(Collected data entries)
....
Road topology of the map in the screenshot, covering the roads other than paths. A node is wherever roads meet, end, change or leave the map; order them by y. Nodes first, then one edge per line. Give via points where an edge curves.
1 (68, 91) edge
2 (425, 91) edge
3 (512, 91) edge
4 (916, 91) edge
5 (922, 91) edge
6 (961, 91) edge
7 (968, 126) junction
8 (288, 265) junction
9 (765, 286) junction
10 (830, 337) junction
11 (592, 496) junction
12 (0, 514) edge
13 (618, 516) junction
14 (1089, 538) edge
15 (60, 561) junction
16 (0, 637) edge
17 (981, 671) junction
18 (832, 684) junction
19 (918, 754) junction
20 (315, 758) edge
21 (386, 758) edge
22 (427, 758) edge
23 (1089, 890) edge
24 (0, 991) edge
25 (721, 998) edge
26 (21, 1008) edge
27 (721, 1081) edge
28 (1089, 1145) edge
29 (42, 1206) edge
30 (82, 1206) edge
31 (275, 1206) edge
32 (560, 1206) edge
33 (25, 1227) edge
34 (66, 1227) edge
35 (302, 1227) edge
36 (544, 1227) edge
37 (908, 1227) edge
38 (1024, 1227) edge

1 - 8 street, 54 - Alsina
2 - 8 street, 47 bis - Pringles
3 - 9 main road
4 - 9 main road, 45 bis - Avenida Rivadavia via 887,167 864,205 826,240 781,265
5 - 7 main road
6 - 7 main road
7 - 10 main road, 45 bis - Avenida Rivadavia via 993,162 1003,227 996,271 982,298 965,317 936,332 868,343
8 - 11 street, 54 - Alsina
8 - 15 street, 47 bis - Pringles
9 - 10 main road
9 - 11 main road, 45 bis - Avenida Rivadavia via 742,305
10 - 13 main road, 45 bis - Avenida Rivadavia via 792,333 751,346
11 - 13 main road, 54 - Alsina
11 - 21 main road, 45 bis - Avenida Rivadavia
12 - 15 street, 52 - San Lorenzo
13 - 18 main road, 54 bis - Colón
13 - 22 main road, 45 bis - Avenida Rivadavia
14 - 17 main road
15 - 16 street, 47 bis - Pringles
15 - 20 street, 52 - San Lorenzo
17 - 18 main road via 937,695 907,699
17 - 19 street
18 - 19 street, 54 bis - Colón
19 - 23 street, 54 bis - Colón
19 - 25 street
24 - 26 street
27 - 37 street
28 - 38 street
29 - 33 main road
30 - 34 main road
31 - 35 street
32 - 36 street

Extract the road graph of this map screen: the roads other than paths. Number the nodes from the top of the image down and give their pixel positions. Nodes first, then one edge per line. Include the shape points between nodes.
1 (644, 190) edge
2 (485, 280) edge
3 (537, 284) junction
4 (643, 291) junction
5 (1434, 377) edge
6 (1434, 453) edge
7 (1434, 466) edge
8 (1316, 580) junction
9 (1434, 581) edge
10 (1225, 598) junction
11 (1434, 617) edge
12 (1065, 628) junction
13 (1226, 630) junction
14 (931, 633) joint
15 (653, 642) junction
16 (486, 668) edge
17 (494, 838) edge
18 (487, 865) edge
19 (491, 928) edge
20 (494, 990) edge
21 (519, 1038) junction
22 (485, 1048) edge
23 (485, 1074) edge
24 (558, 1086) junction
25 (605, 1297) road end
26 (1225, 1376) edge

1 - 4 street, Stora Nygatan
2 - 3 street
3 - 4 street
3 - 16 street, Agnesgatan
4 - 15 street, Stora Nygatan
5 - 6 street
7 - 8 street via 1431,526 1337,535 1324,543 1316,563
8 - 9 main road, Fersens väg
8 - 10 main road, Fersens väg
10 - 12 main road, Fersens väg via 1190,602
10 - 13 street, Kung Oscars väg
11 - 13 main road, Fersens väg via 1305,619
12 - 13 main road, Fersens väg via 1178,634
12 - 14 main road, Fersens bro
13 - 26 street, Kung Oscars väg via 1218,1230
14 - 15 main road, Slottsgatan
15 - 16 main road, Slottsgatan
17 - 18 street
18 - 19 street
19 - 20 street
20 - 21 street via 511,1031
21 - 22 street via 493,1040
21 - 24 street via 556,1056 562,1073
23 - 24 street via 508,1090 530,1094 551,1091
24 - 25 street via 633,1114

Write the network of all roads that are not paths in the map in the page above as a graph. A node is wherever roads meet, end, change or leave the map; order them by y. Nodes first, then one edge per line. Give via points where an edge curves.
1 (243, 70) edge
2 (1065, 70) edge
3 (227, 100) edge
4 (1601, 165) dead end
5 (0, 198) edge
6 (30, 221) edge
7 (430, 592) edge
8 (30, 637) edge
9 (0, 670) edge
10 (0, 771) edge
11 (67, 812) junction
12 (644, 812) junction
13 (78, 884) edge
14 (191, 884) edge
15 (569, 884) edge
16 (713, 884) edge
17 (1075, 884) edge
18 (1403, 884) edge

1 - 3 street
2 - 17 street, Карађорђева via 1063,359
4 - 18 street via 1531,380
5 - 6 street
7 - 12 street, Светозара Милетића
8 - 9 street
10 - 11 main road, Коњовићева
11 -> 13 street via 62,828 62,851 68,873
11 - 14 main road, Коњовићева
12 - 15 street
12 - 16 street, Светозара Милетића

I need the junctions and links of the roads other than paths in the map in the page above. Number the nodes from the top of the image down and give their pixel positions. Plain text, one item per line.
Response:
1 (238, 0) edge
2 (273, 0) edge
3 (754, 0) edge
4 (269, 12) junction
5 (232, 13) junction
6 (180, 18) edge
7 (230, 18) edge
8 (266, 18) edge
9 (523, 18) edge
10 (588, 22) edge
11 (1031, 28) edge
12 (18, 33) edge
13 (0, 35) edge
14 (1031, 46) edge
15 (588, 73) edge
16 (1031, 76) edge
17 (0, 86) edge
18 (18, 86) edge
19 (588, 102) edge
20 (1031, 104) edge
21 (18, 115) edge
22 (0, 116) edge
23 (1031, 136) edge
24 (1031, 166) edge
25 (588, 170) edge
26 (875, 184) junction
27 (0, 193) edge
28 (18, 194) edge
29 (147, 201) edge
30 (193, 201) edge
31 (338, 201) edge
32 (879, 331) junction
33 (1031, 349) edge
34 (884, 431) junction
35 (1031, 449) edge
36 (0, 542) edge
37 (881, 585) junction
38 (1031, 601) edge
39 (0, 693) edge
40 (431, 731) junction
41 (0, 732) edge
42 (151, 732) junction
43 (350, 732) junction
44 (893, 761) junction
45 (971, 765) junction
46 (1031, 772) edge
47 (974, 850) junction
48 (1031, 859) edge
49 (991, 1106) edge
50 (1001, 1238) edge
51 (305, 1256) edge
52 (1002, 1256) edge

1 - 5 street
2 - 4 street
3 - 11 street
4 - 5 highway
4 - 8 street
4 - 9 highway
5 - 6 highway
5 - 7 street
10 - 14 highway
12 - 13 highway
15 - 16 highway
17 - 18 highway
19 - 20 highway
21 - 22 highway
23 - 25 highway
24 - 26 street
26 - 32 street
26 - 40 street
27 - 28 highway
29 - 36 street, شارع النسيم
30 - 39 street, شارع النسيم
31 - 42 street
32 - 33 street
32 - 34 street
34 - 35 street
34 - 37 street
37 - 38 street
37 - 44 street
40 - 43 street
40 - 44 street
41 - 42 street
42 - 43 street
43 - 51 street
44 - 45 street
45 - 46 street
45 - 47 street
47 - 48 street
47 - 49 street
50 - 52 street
....
What you need to do » Respond with only the number of lines in the records that include the word "positions".

Task answer » 2